New!? Horrobin has been harping on about that for decades! While orthomolecular Therapy for schizophrenia never gained widespread support, there were many reports that some first time psychotics did respond well to this therapy. I remember reading that the success of orthomolecular therapy was very contingent on treatment occurring at the first psychotic episode. From an immunological perspective that makes a good deal of sense, if the inflammatory response can be quickly mitigated that will play a major role in preventing an ongoing change in the neurodegenerative immune response by limiting gamma delta T cell clonal expansion.
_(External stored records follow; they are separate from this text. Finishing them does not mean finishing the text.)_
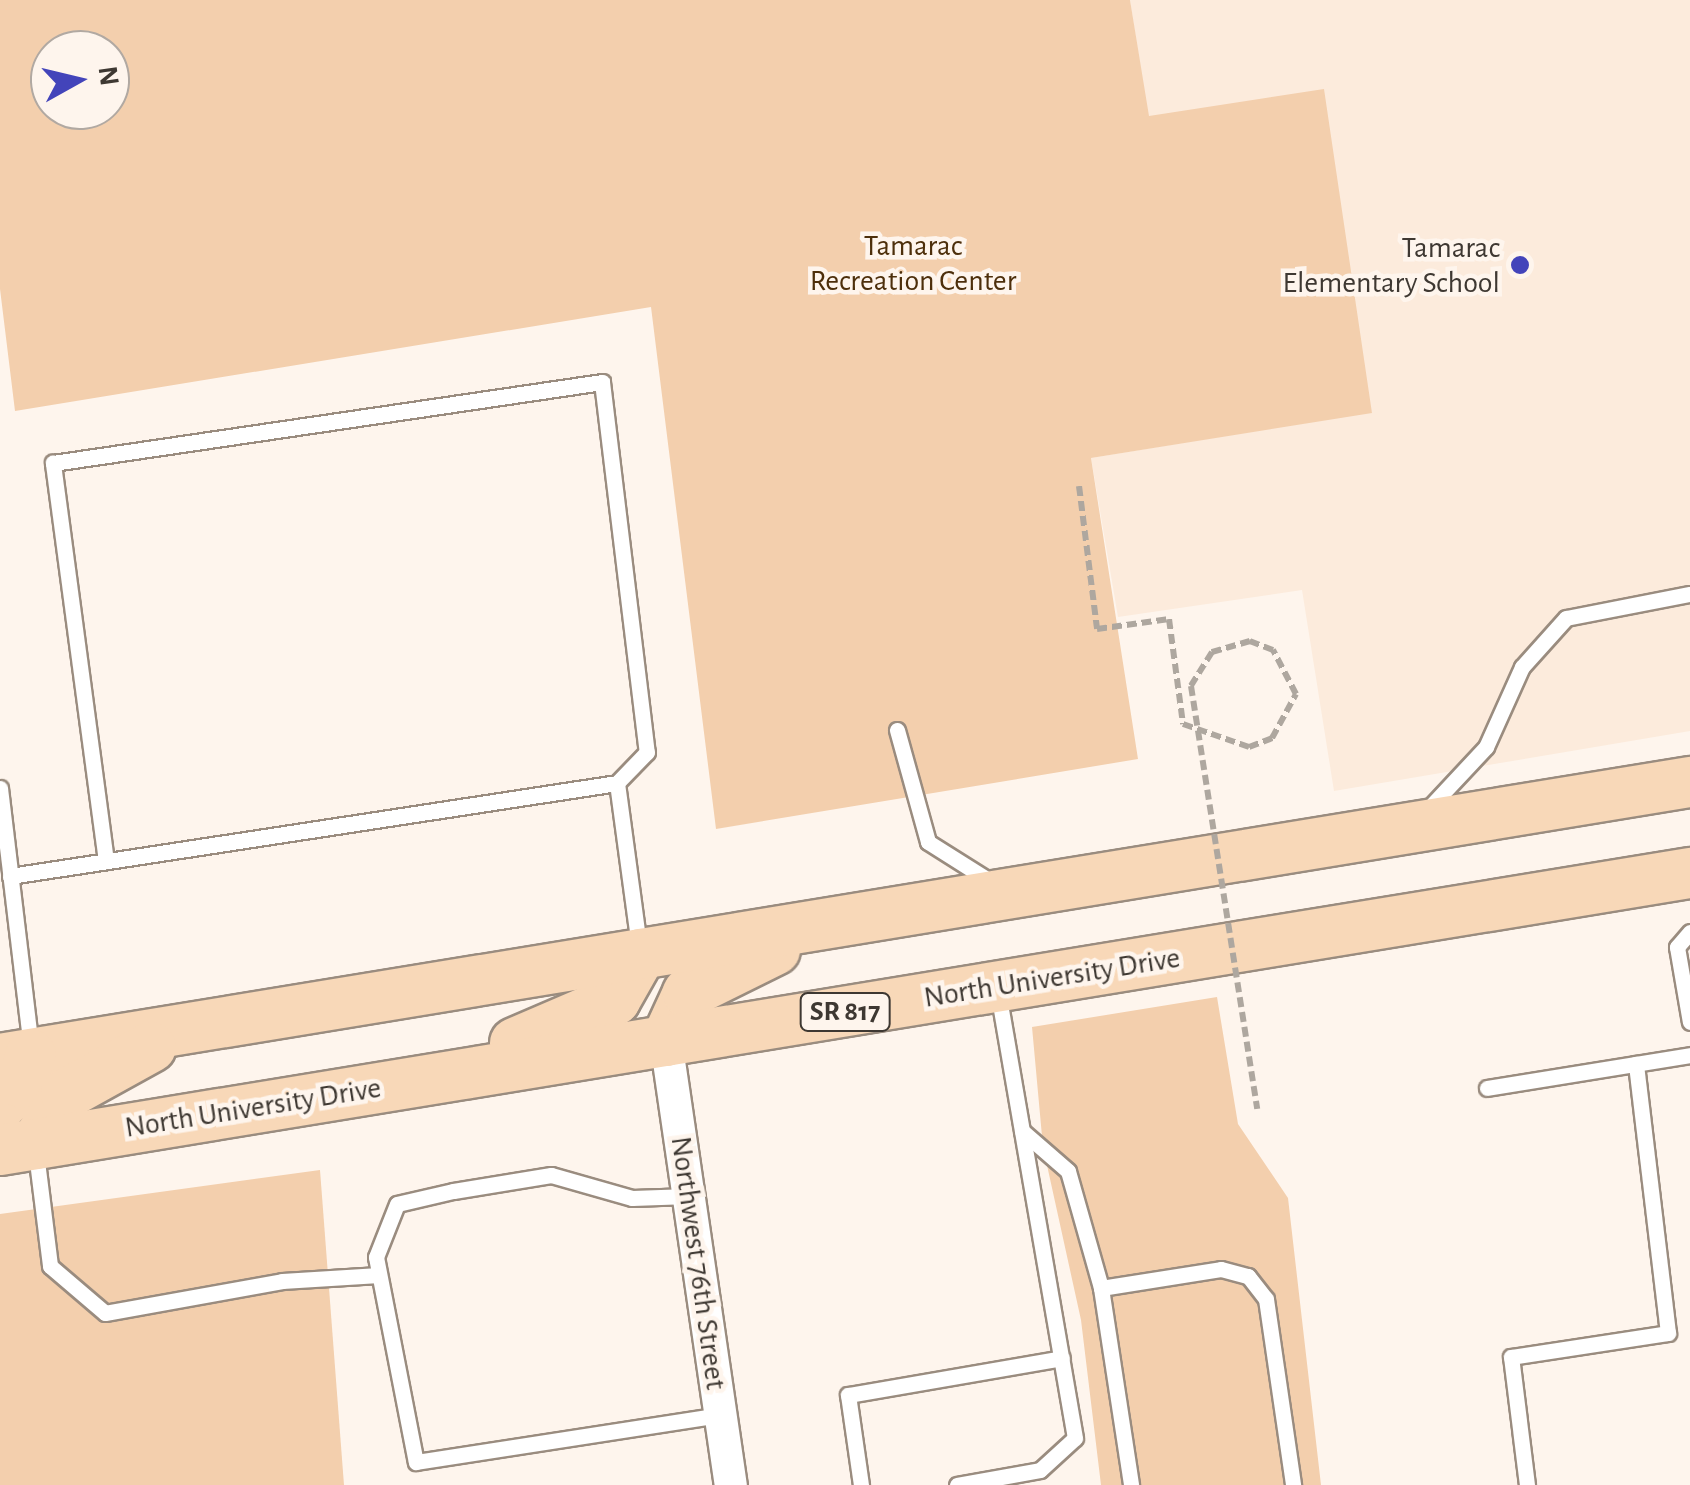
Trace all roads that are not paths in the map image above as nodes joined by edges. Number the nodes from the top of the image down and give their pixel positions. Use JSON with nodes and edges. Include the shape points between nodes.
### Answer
{"nodes":[{"id":1,"x":1690,"y":594,"type":"edge"},
{"id":2,"x":898,"y":730,"type":"dead end"},
{"id":3,"x":1690,"y":782,"type":"edge"},
{"id":4,"x":617,"y":783,"type":"junction"},
{"id":5,"x":0,"y":788,"type":"edge"},
{"id":6,"x":1368,"y":835,"type":"junction"},
{"id":7,"x":106,"y":861,"type":"junction"},
{"id":8,"x":1690,"y":872,"type":"edge"},
{"id":9,"x":10,"y":876,"type":"junction"},
{"id":10,"x":1010,"y":894,"type":"junction"},
{"id":11,"x":839,"y":922,"type":"junction"},
{"id":12,"x":1690,"y":932,"type":"edge"},
{"id":13,"x":641,"y":954,"type":"junction"},
{"id":14,"x":997,"y":987,"type":"junction"},
{"id":15,"x":1690,"y":1022,"type":"edge"},
{"id":16,"x":187,"y":1028,"type":"junction"},
{"id":17,"x":666,"y":1041,"type":"junction"},
{"id":18,"x":1690,"y":1055,"type":"edge"},
{"id":19,"x":16,"y":1057,"type":"edge"},
{"id":20,"x":1636,"y":1064,"type":"junction"},
{"id":21,"x":407,"y":1083,"type":"junction"},
{"id":22,"x":1486,"y":1088,"type":"dead end"},
{"id":23,"x":0,"y":1106,"type":"edge"},
{"id":24,"x":1022,"y":1131,"type":"junction"},
{"id":25,"x":18,"y":1147,"type":"edge"},
{"id":26,"x":688,"y":1196,"type":"junction"},
{"id":27,"x":379,"y":1275,"type":"junction"},
{"id":28,"x":1101,"y":1288,"type":"junction"},
{"id":29,"x":1062,"y":1358,"type":"junction"},
{"id":30,"x":720,"y":1416,"type":"junction"},
{"id":31,"x":731,"y":1485,"type":"edge"},
{"id":32,"x":861,"y":1485,"type":"edge"},
{"id":33,"x":957,"y":1485,"type":"edge"},
{"id":34,"x":1131,"y":1485,"type":"edge"},
{"id":35,"x":1293,"y":1485,"type":"edge"},
{"id":36,"x":1528,"y":1485,"type":"edge"}],
"edges":[{"from":1,"to":6,"type":"lane","via":[[1566,618],[1522,667],[1505,716],[1438,805]]},
{"from":2,"to":10,"type":"lane","via":[[928,842]]},
{"from":3,"to":6,"type":"main road"},
{"from":4,"to":7,"type":"lane"},
{"from":4,"to":7,"type":"lane","via":[[646,752],[602,382],[53,463]]},
{"from":4,"to":13,"type":"lane"},
{"from":5,"to":9,"type":"lane"},
{"from":6,"to":10,"type":"main road"},
{"from":7,"to":9,"type":"lane"},
{"from":8,"to":14,"type":"main road","name":"North University Drive","number":"SR 817"},
{"from":9,"to":19,"type":"lane"},
{"from":10,"to":11,"type":"main road"},
{"from":11,"to":13,"type":"main road"},
{"from":11,"to":17,"type":"main road","via":[[688,993]]},
{"from":12,"to":15,"type":"lane","via":[[1677,947]]},
{"from":13,"to":16,"type":"main road"},
{"from":13,"to":21,"type":"main road","via":[[629,986],[600,1010]]},
{"from":14,"to":17,"type":"main road","name":"North University Drive","number":"SR 817"},
{"from":14,"to":24,"type":"lane"},
{"from":16,"to":19,"type":"main road"},
{"from":16,"to":25,"type":"main road","via":[[66,1094]]},
{"from":17,"to":21,"type":"main road","name":"North University Drive","number":"SR 817"},
{"from":17,"to":26,"type":"street","name":"Northwest 76th Street"},
{"from":18,"to":20,"type":"lane"},
{"from":19,"to":23,"type":"main road","via":[[22,1083]]},
{"from":20,"to":22,"type":"lane"},
{"from":20,"to":36,"type":"lane","via":[[1668,1333],[1511,1358]]},
{"from":21,"to":25,"type":"main road","name":"North University Drive","number":"SR 817"},
{"from":24,"to":28,"type":"lane","via":[[1068,1170]]},
{"from":24,"to":29,"type":"lane"},
{"from":25,"to":27,"type":"lane","via":[[50,1266],[105,1313],[282,1280]]},
{"from":26,"to":27,"type":"lane","via":[[632,1198],[551,1175],[397,1204],[376,1258]]},
{"from":26,"to":30,"type":"street","name":"Northwest 76th Street"},
{"from":27,"to":30,"type":"lane","via":[[416,1462]]},
{"from":28,"to":34,"type":"lane"},
{"from":28,"to":35,"type":"lane","via":[[1221,1269],[1248,1276],[1266,1299]]},
{"from":29,"to":32,"type":"lane","via":[[848,1395]]},
{"from":29,"to":33,"type":"lane","via":[[1075,1438],[1040,1470]]},
{"from":30,"to":31,"type":"street","name":"Northwest 76th Street"}]}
The incredible irony is that the current drug treatments of shizophrenia may be facilitating an autoimmune response that is part of the pathogenesis of schizophrenia. While looking for data I did come across references indicating that a rather large percentage of schizophrenics, as high as 25%, spontaneously recover. In these days though there is a very pronounced attempt to identify even "pre-psychotic" individuals, with a new classification for that sub-group in the latest DSM. It is as if the lessons of Szasz and Rosenhan have been completely forgotten. This new therapeutic trend, together with the research of Nancy Andreasen asserting the drugs induce neurodegeneration, and the data indicating a relatively high spontaneous recovery rate, raises very serious questions about the current philosophy behind our mental health strategies. It is frightening enough to think that the drugs used to treat schizophrenia probably are facilitating the neurodegeneration, but it is terrifying to contemplate that the emphasis on early intervention could entail the medicalising of individuals which will induce neurodegeneration and thus prevent spontaneous recovery. I'd call it madness but not too loudly because they might come and lock me away.